WHAT IS BEING ASKED :: Set down the records that follow exactly, every line of them.

DATASET ENTRIES ::
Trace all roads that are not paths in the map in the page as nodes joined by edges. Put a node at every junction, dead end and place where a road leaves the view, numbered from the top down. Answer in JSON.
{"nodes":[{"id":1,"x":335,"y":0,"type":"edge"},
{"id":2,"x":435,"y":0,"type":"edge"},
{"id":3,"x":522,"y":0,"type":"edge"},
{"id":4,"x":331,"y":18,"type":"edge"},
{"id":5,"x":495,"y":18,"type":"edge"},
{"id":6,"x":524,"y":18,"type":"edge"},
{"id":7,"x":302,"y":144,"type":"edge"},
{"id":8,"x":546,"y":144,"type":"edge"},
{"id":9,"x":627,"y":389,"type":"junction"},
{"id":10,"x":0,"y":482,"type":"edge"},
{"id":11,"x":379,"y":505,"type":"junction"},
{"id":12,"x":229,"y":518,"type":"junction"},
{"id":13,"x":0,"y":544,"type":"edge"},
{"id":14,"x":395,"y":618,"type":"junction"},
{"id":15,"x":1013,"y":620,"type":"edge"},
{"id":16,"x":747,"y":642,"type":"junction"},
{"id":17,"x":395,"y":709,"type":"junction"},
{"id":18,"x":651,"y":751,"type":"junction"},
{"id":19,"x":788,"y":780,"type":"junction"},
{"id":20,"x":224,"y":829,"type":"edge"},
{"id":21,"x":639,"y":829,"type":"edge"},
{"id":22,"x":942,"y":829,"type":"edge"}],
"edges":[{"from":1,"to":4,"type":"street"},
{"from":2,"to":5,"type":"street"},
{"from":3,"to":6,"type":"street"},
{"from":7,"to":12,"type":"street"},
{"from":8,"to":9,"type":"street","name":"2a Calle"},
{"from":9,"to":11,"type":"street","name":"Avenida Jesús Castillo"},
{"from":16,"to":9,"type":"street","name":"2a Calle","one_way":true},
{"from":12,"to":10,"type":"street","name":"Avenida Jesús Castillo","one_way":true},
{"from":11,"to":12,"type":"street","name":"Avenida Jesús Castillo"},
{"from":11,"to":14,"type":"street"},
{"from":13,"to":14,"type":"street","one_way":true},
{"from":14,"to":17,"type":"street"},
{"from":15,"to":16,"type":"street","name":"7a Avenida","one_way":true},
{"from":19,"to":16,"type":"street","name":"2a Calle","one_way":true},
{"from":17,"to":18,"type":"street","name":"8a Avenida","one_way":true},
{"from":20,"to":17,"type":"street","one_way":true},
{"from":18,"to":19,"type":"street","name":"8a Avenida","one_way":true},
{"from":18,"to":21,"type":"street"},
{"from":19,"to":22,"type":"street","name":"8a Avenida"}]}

WRITTEN ANSWER ::
Trace all roads that are not paths in the map in the page as nodes joined by edges. Put a node at every junction, dead end and place where a road leaves the view, numbered from the top down. Answer in JSON.
{"nodes":[{"id":1,"x":335,"y":0,"type":"edge"},
{"id":2,"x":435,"y":0,"type":"edge"},
{"id":3,"x":522,"y":0,"type":"edge"},
{"id":4,"x":331,"y":18,"type":"edge"},
{"id":5,"x":495,"y":18,"type":"edge"},
{"id":6,"x":524,"y":18,"type":"edge"},
{"id":7,"x":302,"y":144,"type":"edge"},
{"id":8,"x":546,"y":144,"type":"edge"},
{"id":9,"x":627,"y":389,"type":"junction"},
{"id":10,"x":0,"y":482,"type":"edge"},
{"id":11,"x":379,"y":505,"type":"junction"},
{"id":12,"x":229,"y":518,"type":"junction"},
{"id":13,"x":0,"y":544,"type":"edge"},
{"id":14,"x":395,"y":618,"type":"junction"},
{"id":15,"x":1013,"y":620,"type":"edge"},
{"id":16,"x":747,"y":642,"type":"junction"},
{"id":17,"x":395,"y":709,"type":"junction"},
{"id":18,"x":651,"y":751,"type":"junction"},
{"id":19,"x":788,"y":780,"type":"junction"},
{"id":20,"x":224,"y":829,"type":"edge"},
{"id":21,"x":639,"y":829,"type":"edge"},
{"id":22,"x":942,"y":829,"type":"edge"}],
"edges":[{"from":1,"to":4,"type":"street"},
{"from":2,"to":5,"type":"street"},
{"from":3,"to":6,"type":"street"},
{"from":7,"to":12,"type":"street"},
{"from":8,"to":9,"type":"street","name":"2a Calle"},
{"from":9,"to":11,"type":"street","name":"Avenida Jesús Castillo"},
{"from":16,"to":9,"type":"street","name":"2a Calle","one_way":true},
{"from":12,"to":10,"type":"street","name":"Avenida Jesús Castillo","one_way":true},
{"from":11,"to":12,"type":"street","name":"Avenida Jesús Castillo"},
{"from":11,"to":14,"type":"street"},
{"from":13,"to":14,"type":"street","one_way":true},
{"from":14,"to":17,"type":"street"},
{"from":15,"to":16,"type":"street","name":"7a Avenida","one_way":true},
{"from":19,"to":16,"type":"street","name":"2a Calle","one_way":true},
{"from":17,"to":18,"type":"street","name":"8a Avenida","one_way":true},
{"from":20,"to":17,"type":"street","one_way":true},
{"from":18,"to":19,"type":"street","name":"8a Avenida","one_way":true},
{"from":18,"to":21,"type":"street"},
{"from":19,"to":22,"type":"street","name":"8a Avenida"}]}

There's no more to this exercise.